UCSF investigator-IND cleared, Phase 1 enrolling. Mechanism: still vague.

Apr 2026

Pre-ASGCT data drop. Mechanism: AAV-delivered interferon-beta.

Siren’s bet is that the failure of IFNβ wasn’t IFNβ. It was the delivery.

The plan?

Skip the IV, encode IFNβ inside an AAV9 capsid, inject it directly into the glioma.

The genuis behind this is that, AAV doesn’t integrate into the genome, so cytokine expression continues only as long as living tumor cells are around to host it.

In other words: as the tumor cells die…the cytokine expression dies with it. The tumor self-limits the dose.

It’s a clever twist.

The preclinical data Siren teased today claims tumor regression, prolonged survival, and immune activation in glioma organoids and mouse models. No quantitative numbers in the release itself. Those will likely come at ASGCT.

Here’s another thing:

The platform is “universal” in that the same AAV architecture is supposed to work across multiple solid tumors. Eye and brain are the obvious starts because you can inject directly into the lesion.
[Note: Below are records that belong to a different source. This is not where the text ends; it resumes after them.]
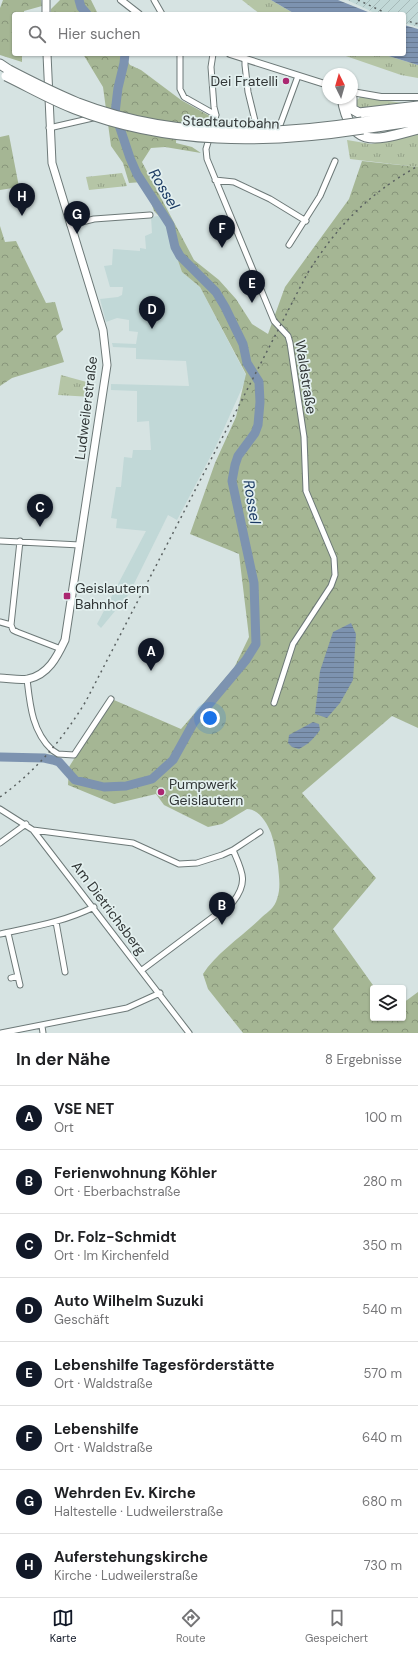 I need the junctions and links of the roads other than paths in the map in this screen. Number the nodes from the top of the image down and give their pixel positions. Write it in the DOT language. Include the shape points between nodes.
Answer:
graph roads {
  1 [pos="46,0"];
  2 [pos="121,0"];
  3 [pos="154,0"];
  4 [pos="46,12"];
  5 [pos="136,12"];
  6 [pos="161,12"];
  7 [pos="46,56"];
  8 [pos="180,56"];
  9 [pos="213,56"];
  10 [pos="236,56"];
  11 [pos="245,59"];
  12 [pos="0,64"];
  13 [pos="5,73"];
  14 [pos="298,76"];
  15 [pos="322,83"];
  16 [pos="358,96"];
  17 [pos="418,97"];
  18 [pos="344,104"];
  19 [pos="352,104"];
  20 [pos="418,106"];
  21 [pos="418,114"];
  22 [pos="105,115"];
  23 [pos="216,115"];
  24 [pos="418,121"];
  25 [pos="362,126"];
  26 [pos="49,128"];
  27 [pos="418,129"];
  28 [pos="335,161"];
  29 [pos="215,180"];
  30 [pos="150,215"];
  31 [pos="306,221"];
  32 [pos="70,225"];
  33 [pos="290,246"];
  34 [pos="0,541"];
  35 [pos="20,541"];
  36 [pos="80,545"];
  37 [pos="0,622"];
  38 [pos="11,625"];
  39 [pos="61,649"];
  40 [pos="0,678"];
  41 [pos="27,679"];
  42 [pos="111,699"];
  43 [pos="274,703"];
  44 [pos="0,810"];
  45 [pos="26,824"];
  46 [pos="33,830"];
  47 [pos="260,832"];
  48 [pos="0,843"];
  49 [pos="233,850"];
  50 [pos="94,908"];
  51 [pos="56,922"];
  52 [pos="8,933"];
  53 [pos="0,934"];
  54 [pos="142,970"];
  55 [pos="66,972"];
  56 [pos="18,976"];
  57 [pos="11,978"];
  58 [pos="20,985"];
  59 [pos="160,993"];
  60 [pos="42,1026"];
  61 [pos="1,1033"];
  62 [pos="43,1033"];
  63 [pos="189,1033"];
  1 -- 4 [label="main road"];
  2 -- 5 [label="street"];
  3 -- 6 [label="street"];
  7 -- 26 [label="main road, Ludweilerstraße"];
  8 -- 23 [label="street" via="180,89 184,98"];
  9 -- 23 [label="street, Waldstraße"];
  10 -- 11 [label="street"];
  11 -- 14 [label="street"];
  11 -- 14 [label="street" via="248,92 257,129 278,128"];
  12 -- 13 [label="highway, Stadtautobahn"];
  13 -- 25 [label="highway, Stadtautobahn, bridge" via="74,109 130,126 169,134 216,139 263,139 313,136"];
  14 -- 15 [label="street"];
  16 -- 17 [label="street"];
  18 -- 27 [label="highway" via="352,129 362,136 382,137"];
  19 -- 20 [label="highway" via="352,109 359,113"];
  21 -- 25 [label="highway"];
  22 -- 26 [label="street"];
  23 -- 29 [label="street, Waldstraße" via="206,149 207,160"];
  24 -- 25 [label="highway, Stadtautobahn"];
  26 -- 32 [label="main road, Ludweilerstraße" via="52,163"];
  28 -- 31 [label="street"];
  29 -- 31 [label="street" via="234,182 270,199"];
  29 -- 43 [label="street, Waldstraße" via="274,322 288,336 304,437 306,491 334,558 335,575 331,586 293,644"];
  30 -- 32 [label="street" via="94,219"];
  31 -- 33 [label="street"];
  32 -- 36 [label="main road, Ludweilerstraße" via="97,310 107,357"];
  34 -- 35 [label="street"];
  35 -- 36 [label="street"];
  35 -- 38 [label="street"];
  36 -- 39 [label="main road, Ludweilerstraße" via="68,624"];
  37 -- 38 [label="street"];
  38 -- 39 [label="street" via="12,630"];
  39 -- 41 [label="main road, Ludweilerstraße" via="57,658 40,674"];
  40 -- 41 [label="main road, Ludweilerstraße"];
  41 -- 42 [label="street" via="35,725 52,750 58,754 74,755"];
  44 -- 45 [label="street, Am Dietrichsberg"];
  45 -- 46 [label="street, Am Dietrichsberg"];
  45 -- 48 [label="street"];
  46 -- 49 [label="street" via="133,843 178,864 197,863"];
  46 -- 50 [label="street, Am Dietrichsberg"];
  47 -- 49 [label="street"];
  49 -- 54 [label="street" via="242,869 243,878 242,888 236,898"];
  50 -- 51 [label="street"];
  50 -- 54 [label="street, Am Dietrichsberg"];
  51 -- 52 [label="street"];
  51 -- 55 [label="street"];
  52 -- 53 [label="street"];
  52 -- 56 [label="street"];
  54 -- 59 [label="street, Am Dietrichsberg"];
  56 -- 57 [label="street"];
  56 -- 58 [label="street"];
  59 -- 60 [label="street" via="127,1008"];
  59 -- 63 [label="street, Am Dietrichsberg"];
  60 -- 61 [label="street"];
  60 -- 62 [label="street"];
}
Beyond that? Skin cancers? Who knows.

Other pure “AAV in oncology” approaches include: Vironexis and Trogenix (recently covered in a The Biotech Voyager article).

Phase 1 readout from Butowski’s group at UCSF is the next milestone. Whenever it lands, it’ll tell us whether AAV-IFNβ is real, or whether interferon-beta is just bad at being a cancer drug no matter how you deliver it.